■ **What you have to do**
Copy out each line containing "Green" from the entries below.

■ **Collected data**
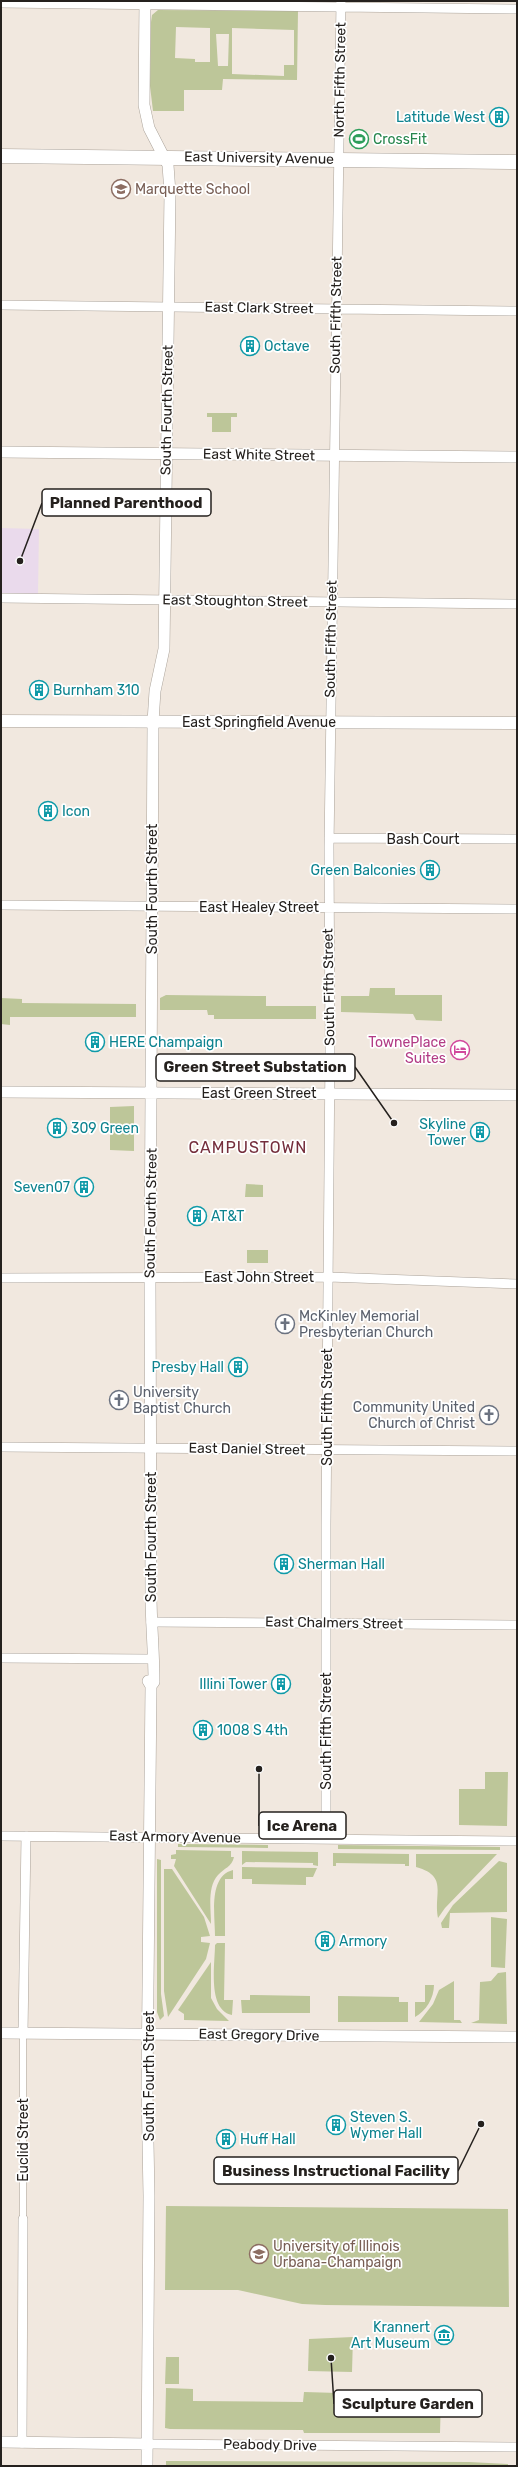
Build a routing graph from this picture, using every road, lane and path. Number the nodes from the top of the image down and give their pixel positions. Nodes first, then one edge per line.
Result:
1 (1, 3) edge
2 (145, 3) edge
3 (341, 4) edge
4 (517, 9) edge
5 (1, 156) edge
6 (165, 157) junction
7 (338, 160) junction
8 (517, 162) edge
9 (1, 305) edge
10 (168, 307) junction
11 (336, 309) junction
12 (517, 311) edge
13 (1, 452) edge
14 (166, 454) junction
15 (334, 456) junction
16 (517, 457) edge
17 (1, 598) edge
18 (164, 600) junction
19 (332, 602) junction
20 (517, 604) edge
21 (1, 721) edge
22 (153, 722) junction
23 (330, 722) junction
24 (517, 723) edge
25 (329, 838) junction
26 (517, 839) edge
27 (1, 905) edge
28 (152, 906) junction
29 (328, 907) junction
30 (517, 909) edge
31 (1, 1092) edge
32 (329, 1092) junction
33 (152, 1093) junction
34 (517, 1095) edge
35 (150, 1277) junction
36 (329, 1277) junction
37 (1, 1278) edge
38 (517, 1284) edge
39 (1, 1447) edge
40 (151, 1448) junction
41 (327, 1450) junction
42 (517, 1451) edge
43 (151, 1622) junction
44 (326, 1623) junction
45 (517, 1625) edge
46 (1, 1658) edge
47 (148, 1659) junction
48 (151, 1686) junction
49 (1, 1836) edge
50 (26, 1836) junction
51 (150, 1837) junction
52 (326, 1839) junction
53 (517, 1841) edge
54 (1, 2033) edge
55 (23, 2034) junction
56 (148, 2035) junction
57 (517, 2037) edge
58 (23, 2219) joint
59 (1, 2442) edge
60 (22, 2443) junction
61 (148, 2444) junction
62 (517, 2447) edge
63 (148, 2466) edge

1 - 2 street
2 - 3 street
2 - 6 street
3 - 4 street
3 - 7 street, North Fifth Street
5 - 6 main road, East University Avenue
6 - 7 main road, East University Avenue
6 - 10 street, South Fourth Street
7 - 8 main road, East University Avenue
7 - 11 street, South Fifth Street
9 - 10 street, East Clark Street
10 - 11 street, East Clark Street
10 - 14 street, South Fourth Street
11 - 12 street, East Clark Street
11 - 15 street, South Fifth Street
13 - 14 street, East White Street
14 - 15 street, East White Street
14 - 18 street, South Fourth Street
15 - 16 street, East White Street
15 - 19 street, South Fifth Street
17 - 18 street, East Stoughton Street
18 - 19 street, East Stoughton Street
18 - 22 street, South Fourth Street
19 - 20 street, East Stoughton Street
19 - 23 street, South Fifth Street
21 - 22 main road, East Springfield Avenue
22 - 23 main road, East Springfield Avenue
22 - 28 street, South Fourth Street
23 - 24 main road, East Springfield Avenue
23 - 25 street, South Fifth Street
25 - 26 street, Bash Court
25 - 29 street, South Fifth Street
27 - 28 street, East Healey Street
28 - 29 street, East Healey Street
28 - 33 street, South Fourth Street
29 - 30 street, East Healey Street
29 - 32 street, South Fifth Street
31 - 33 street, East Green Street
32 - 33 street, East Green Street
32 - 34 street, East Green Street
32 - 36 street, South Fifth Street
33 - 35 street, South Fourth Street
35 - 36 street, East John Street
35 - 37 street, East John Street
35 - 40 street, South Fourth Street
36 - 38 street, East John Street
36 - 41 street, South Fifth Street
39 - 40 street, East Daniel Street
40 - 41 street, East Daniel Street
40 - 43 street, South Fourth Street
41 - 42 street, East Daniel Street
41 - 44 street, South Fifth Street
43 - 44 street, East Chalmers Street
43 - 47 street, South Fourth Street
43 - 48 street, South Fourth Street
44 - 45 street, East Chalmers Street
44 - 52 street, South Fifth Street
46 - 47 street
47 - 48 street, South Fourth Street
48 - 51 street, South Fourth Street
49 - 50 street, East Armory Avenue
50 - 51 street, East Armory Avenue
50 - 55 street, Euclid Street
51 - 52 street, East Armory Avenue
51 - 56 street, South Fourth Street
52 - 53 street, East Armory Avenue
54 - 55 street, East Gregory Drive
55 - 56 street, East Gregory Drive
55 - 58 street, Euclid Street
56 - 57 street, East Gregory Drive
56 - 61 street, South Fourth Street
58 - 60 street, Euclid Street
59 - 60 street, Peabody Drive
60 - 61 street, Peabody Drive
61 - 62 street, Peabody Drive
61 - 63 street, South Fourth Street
---
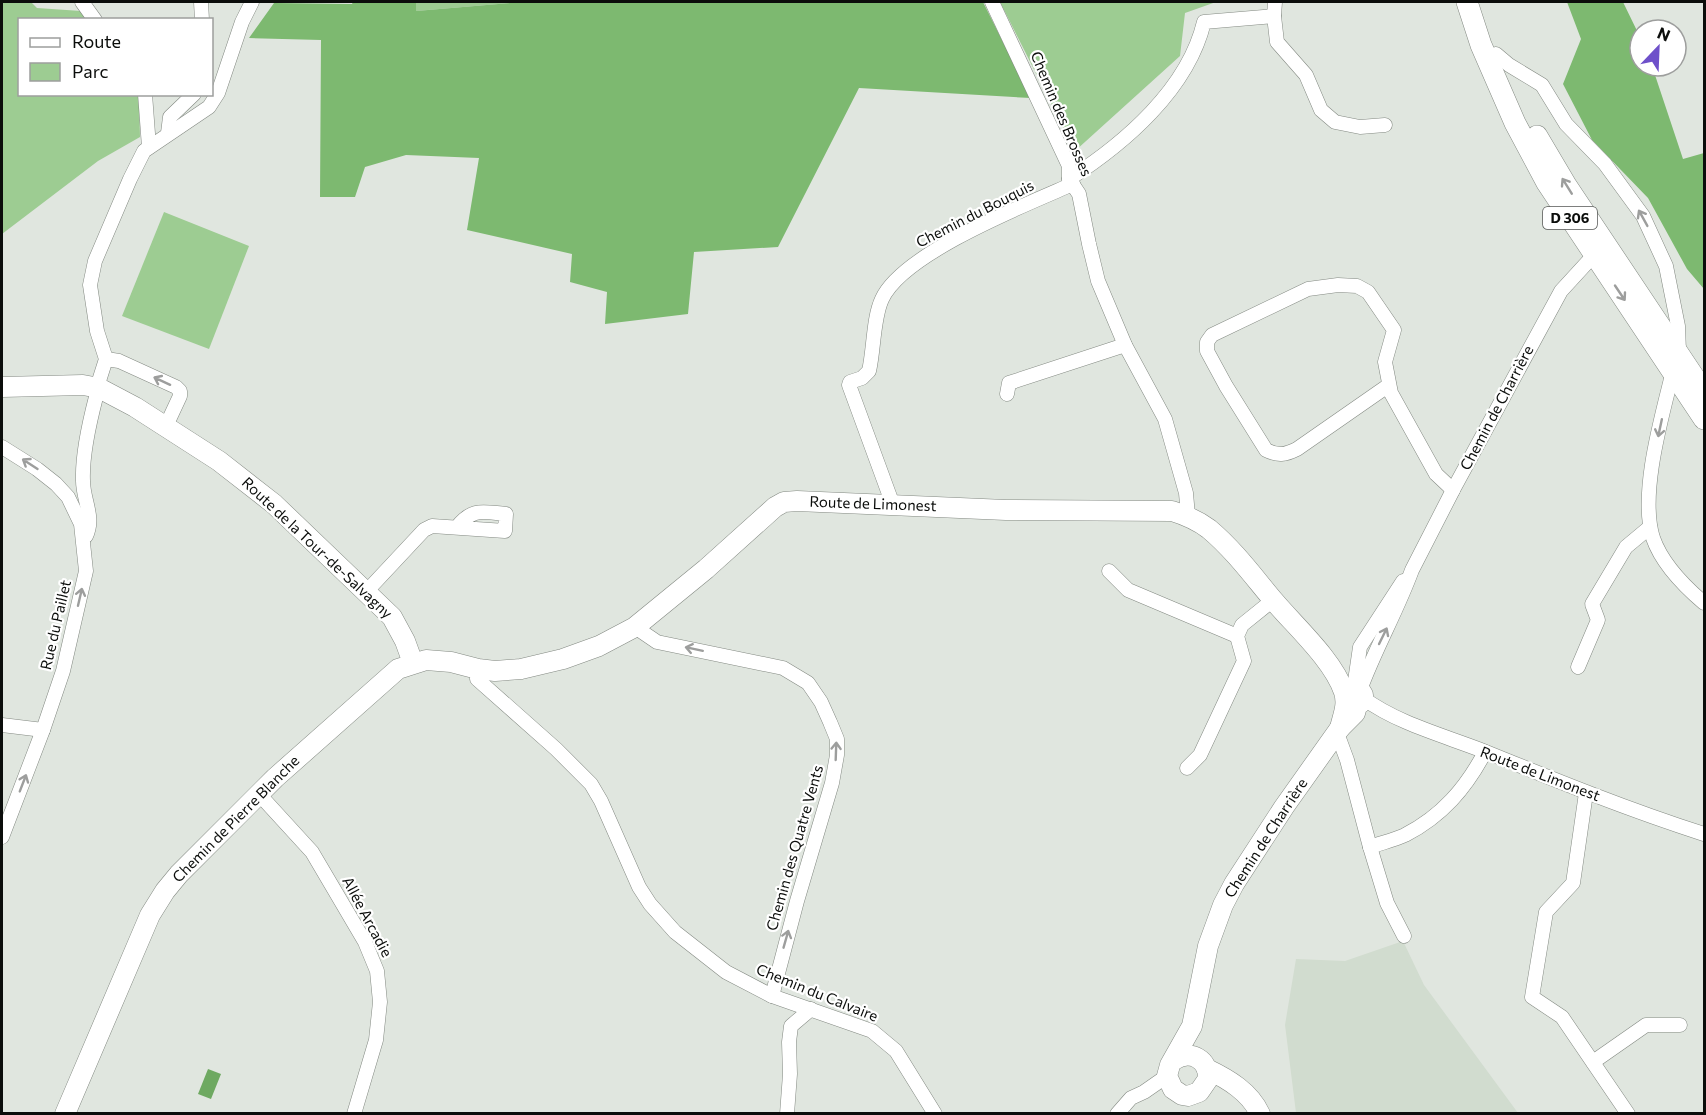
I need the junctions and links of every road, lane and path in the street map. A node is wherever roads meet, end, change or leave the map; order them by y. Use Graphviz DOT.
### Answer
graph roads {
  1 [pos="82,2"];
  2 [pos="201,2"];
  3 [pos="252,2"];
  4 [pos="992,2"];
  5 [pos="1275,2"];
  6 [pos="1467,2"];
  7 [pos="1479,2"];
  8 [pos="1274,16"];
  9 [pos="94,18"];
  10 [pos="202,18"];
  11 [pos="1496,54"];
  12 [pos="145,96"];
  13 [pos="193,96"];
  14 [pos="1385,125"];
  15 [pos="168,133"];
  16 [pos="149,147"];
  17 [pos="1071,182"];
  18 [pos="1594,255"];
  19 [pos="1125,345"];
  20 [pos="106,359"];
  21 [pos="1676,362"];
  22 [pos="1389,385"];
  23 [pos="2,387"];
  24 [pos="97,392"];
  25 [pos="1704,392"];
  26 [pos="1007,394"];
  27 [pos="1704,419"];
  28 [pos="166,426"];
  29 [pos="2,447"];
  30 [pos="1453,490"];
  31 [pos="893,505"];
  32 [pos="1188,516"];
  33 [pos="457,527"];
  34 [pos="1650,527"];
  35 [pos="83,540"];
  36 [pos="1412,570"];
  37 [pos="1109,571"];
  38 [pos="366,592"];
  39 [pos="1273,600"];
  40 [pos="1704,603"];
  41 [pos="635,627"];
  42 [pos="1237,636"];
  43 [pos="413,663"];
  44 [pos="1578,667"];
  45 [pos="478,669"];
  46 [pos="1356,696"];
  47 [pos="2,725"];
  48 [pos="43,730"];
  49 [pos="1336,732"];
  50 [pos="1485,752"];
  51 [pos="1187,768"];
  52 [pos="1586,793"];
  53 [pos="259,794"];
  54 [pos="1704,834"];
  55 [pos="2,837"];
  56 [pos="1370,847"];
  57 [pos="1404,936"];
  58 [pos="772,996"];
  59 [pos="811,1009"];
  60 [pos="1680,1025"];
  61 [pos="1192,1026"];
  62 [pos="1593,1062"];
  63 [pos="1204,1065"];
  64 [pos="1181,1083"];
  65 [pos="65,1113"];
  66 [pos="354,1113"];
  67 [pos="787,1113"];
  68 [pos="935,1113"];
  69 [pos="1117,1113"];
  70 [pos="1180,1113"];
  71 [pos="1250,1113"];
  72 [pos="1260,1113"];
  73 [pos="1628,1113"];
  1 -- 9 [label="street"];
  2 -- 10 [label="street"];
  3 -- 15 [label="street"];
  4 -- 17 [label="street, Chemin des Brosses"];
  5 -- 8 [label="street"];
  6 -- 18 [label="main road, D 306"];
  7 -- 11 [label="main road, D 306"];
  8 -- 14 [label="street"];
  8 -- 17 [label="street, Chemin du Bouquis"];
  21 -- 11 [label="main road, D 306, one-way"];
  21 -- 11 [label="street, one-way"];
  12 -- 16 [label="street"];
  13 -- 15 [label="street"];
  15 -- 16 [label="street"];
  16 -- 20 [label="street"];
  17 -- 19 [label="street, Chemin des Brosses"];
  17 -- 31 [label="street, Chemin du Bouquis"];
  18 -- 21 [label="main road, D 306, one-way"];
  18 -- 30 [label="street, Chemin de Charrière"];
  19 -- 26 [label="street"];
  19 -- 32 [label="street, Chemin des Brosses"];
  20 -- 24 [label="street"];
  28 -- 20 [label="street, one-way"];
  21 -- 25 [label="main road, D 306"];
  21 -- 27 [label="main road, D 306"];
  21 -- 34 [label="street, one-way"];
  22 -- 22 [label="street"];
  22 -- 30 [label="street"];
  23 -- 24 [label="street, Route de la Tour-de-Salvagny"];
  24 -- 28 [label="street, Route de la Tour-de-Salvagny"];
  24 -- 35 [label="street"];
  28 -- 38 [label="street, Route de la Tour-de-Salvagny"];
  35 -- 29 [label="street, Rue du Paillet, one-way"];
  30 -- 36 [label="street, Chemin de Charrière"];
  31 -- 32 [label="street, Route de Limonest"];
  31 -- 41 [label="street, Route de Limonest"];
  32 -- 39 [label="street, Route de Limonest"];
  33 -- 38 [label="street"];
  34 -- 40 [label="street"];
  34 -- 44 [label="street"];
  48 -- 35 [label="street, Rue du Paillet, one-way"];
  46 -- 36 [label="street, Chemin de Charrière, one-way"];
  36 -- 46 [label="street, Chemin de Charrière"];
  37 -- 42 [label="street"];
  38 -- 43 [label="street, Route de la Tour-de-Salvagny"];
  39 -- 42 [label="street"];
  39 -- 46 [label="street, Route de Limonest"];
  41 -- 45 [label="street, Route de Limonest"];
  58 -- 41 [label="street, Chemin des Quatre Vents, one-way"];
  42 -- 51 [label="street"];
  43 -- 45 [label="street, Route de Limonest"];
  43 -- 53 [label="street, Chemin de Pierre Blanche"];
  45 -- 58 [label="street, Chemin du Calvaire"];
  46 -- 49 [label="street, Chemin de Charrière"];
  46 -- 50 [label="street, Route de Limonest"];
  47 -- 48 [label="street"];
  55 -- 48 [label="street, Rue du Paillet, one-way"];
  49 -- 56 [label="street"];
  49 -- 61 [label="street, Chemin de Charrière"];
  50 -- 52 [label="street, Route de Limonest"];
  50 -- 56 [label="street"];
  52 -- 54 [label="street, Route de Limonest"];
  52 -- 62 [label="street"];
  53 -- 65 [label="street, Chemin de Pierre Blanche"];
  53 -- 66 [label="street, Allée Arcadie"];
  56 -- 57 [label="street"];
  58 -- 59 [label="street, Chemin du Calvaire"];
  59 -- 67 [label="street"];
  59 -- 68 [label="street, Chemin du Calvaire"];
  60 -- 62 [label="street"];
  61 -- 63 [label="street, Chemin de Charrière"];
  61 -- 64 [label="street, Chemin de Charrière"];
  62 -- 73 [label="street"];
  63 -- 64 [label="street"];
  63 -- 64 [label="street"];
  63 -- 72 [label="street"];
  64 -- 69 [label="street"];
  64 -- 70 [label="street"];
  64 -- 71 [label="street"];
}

■ **Final answer**
31 - 33 street, East Green Street
32 - 33 street, East Green Street
32 - 34 street, East Green Street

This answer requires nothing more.